Extracting MNIST_data/train-images-idx3-ubyte.gz
Extracting MNIST_data/train-labels-idx1-ubyte.gz
Extracting MNIST_data/t10k-images-idx3-ubyte.gz
Extracting MNIST_data/t10k-labels-idx1-ubyte.gz

train = mnist.train.images
validation = mnist.validation.images
test = mnist.test.images

trlab = mnist.train.labels
vallab = mnist.validation.labels
tslab = mnist.test.labels

train = np.concatenate((train, validation), axis=0)
trlab = np.concatenate((trlab, vallab), axis=0)

Imp thing to remember: Data is 0-1 normalized¶

We save a lot of compute time by keeping the data that way and we dont lose any significant amount of accuracy

Linear SVC¶

Running a Sample Linear SVM classifier on default values to see how the model does on MNIST data

svm = LinearSVC(dual=False)
svm.fit(train, trlab)

LinearSVC(C=1.0, class_weight=None, dual=False, fit_intercept=True,
     intercept_scaling=1, loss='squared_hinge', max_iter=1000,
     multi_class='ovr', penalty='l2', random_state=None, tol=0.0001,
     verbose=0)

svm.coef_
svm.intercept_

array([-1.20849557, -0.1362278 , -0.81846194, -1.19352824, -0.50981085,
        0.03587096, -1.14999805, -0.24171445, -2.0858455 , -1.32422686])

pred = svm.predict(test)

accuracy_score(tslab, pred) # Accuracy

0.91820000000000002

cm = confusion_matrix(tslab, pred)
matplot.subplots(figsize=(10, 6))
sb.heatmap(cm, annot = True, fmt = 'g')
matplot.xlabel("Predicted")
matplot.ylabel("Actual")
matplot.title("Confusion Matrix")
matplot.show()

As we can see that the SVM does a pretty decent job at classifying, we still get the usual misclassification on 5-8, 2-8, 5-3, 4-9. However, accuracy of 91.82% is good

(i)¶

Running Linear SVC for multiple cost factor(s) C¶

acc = []
acc_tr = []
coefficient = []
for c in [0.0001,0.001,0.01,0.1,1,10,100,1000,10000]:
    svm = LinearSVC(dual=False, C=c)
    svm.fit(train, trlab)
    coef = svm.coef_
    
    p_tr = svm.predict(train)
    a_tr = accuracy_score(trlab, p_tr)
    
    pred = svm.predict(test)
    a = accuracy_score(tslab, pred)
    
    coefficient.append(coef)
    acc_tr.append(a_tr)
    acc.append(a)

c = [0.0001,0.001,0.01,0.1,1,10,100,1000,10000]

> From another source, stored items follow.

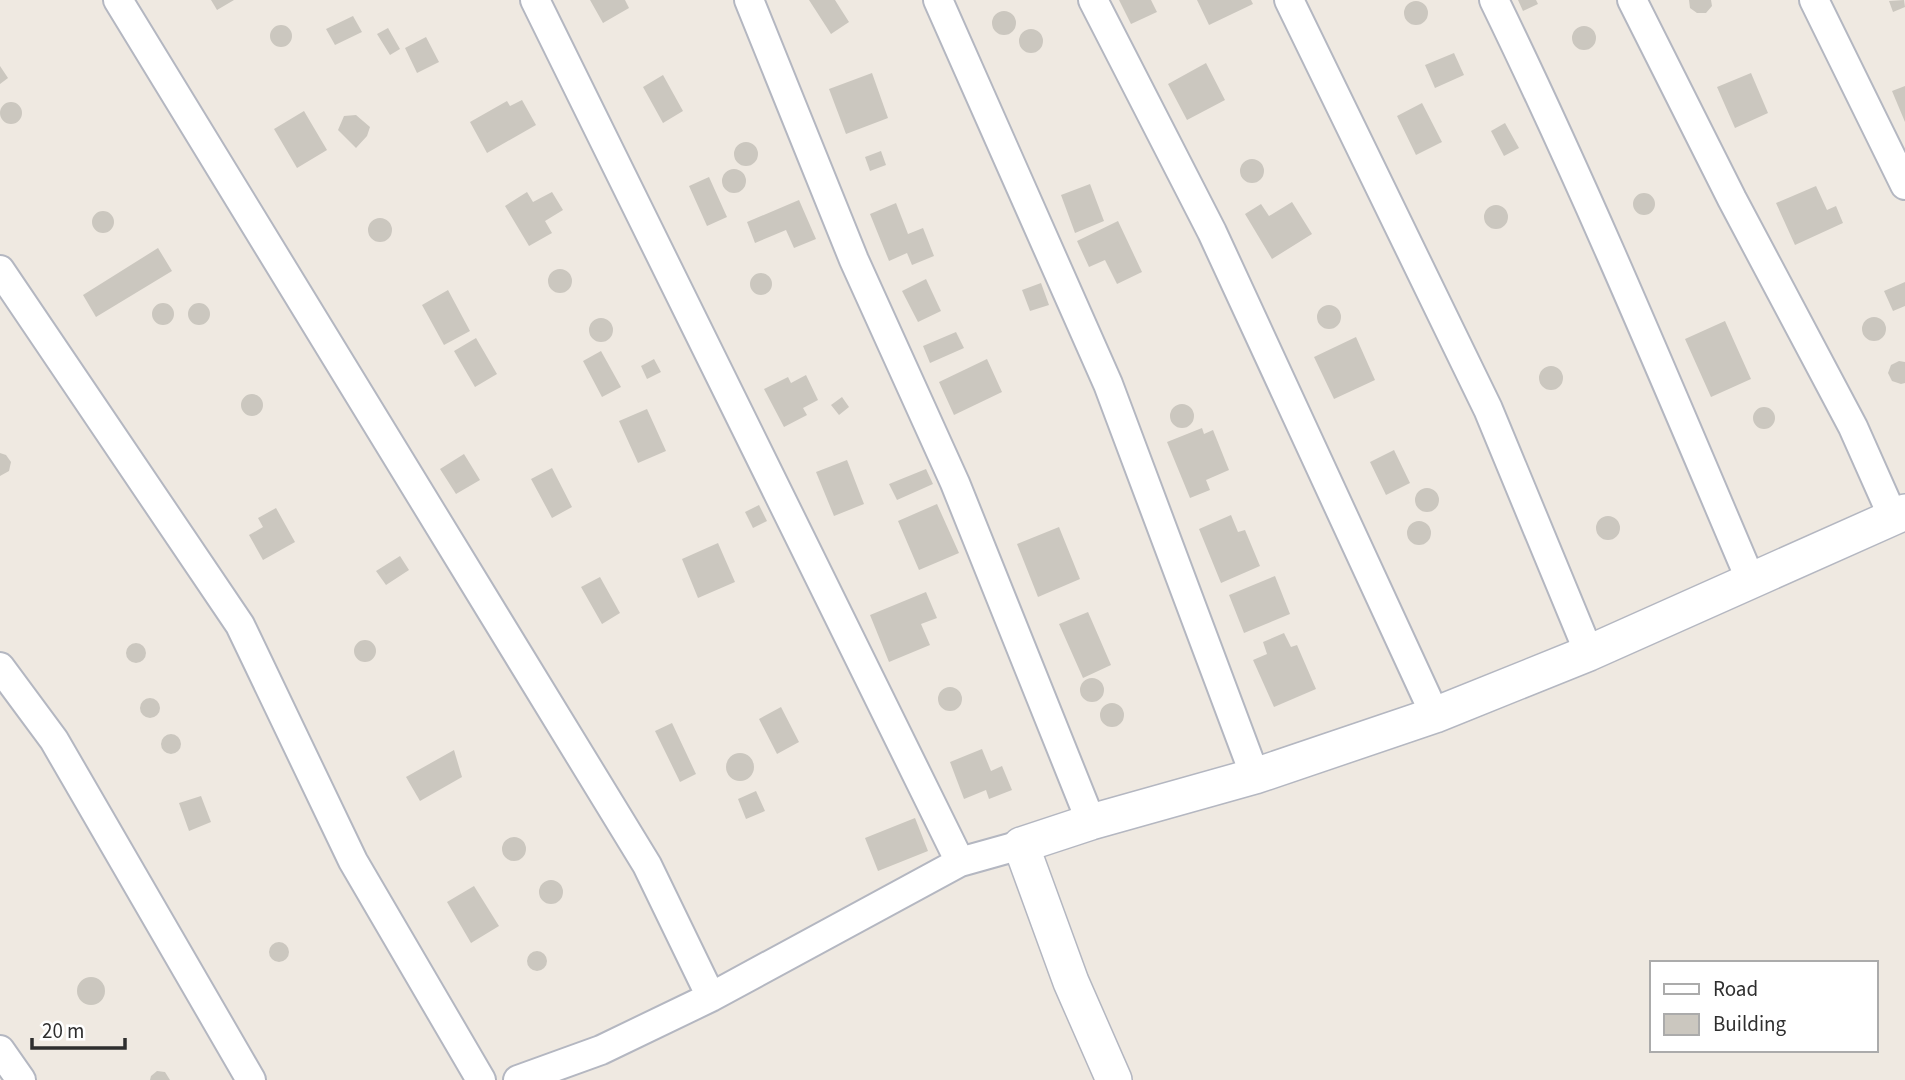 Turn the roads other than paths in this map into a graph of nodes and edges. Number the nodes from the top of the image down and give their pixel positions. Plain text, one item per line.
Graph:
1 (118, 0) edge
2 (535, 0) edge
3 (749, 0) edge
4 (938, 0) edge
5 (1093, 0) edge
6 (1289, 0) edge
7 (1494, 0) edge
8 (1632, 0) edge
9 (1814, 0) edge
10 (1905, 185) edge
11 (0, 270) edge
12 (1899, 515) edge
13 (1751, 581) junction
14 (1589, 653) junction
15 (0, 667) edge
16 (1435, 715) junction
17 (1255, 776) junction
18 (1091, 822) junction
19 (1021, 845) junction
20 (960, 862) junction
21 (711, 997) junction
22 (0, 1050) edge
23 (21, 1080) edge
24 (251, 1080) edge
25 (481, 1080) edge
26 (518, 1080) edge
27 (1114, 1080) edge

1 - 21 street
2 - 20 street
3 - 18 street
4 - 17 street
5 - 16 street
6 - 14 street
7 - 13 street
8 - 12 street
9 - 10 street
11 - 25 street
12 - 13 street
13 - 14 street
14 - 16 street
15 - 24 street
16 - 17 street
17 - 18 street
18 - 19 street
19 - 20 street
19 - 27 street
20 - 21 street
21 - 26 street
22 - 23 street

matplot.subplots(figsize=(10, 5))
matplot.semilogx(c, acc,'-gD' ,color='red' , label="Testing Accuracy")
matplot.semilogx(c, acc_tr,'-gD' , label="Training Accuracy")
#matplot.xticks(L,L)
matplot.grid(True)
matplot.xlabel("Cost Parameter C")
matplot.ylabel("Accuracy")
matplot.legend()
matplot.title('Accuracy versus the Cost Parameter C (log-scale)')
matplot.show()

We clearly see a bias variance trade off in the graph. As the cost increases, the Training accuracy increases, so as the test accuracy, but only till c=1, then we see over fitting. From, c=10 to 1000 we see the model overfitting and we see Low Bias and High Variance
So as we go from Left to Right: Bias Decreases and Variance Increases

(ii)¶

We choose the model with best testing accuracy i.e. c = 1¶

svm_coef = coefficient[4]
svm_coef.shape

(10, 784)

matplot.subplots(2,5, figsize=(24,10))
for i in range(10):
    l1 = matplot.subplot(2, 5, i + 1)
    l1.imshow(svm_coef[i].reshape(28, 28), cmap=matplot.cm.RdBu)
    l1.set_xticks(())
    l1.set_yticks(())
    l1.set_xlabel('Class %i' % i)
matplot.suptitle('Class Coefficients')
matplot.show()

These images look nothing like the images we saw in Logistic regression or Naive Bayes. In Naive Bayes, the underlying number was clearly visible, while in Logistice regression the pattern seemed quite distinct between all the classes. However, here you dont see any apparant patterns or distinctness and really hard to differentiate.

(iii)¶

Linear SVC with Penalty: l1¶

acc = []
acc_tr = []
coefficient = []
for c in [0.0001,0.001,0.01,0.1,1,10,100,1000,10000]:
    svm = LinearSVC(dual=False, C=c, penalty='l1')
    svm.fit(train, trlab)
    coef = svm.coef_
    
    p_tr = svm.predict(train)
    a_tr = accuracy_score(trlab, p_tr)
    
    pred = svm.predict(test)
    a = accuracy_score(tslab, pred)
    
    coefficient.append(coef)
    acc_tr.append(a_tr)
    acc.append(a)

c = [0.0001,0.001,0.01,0.1,1,10,100,1000,10000]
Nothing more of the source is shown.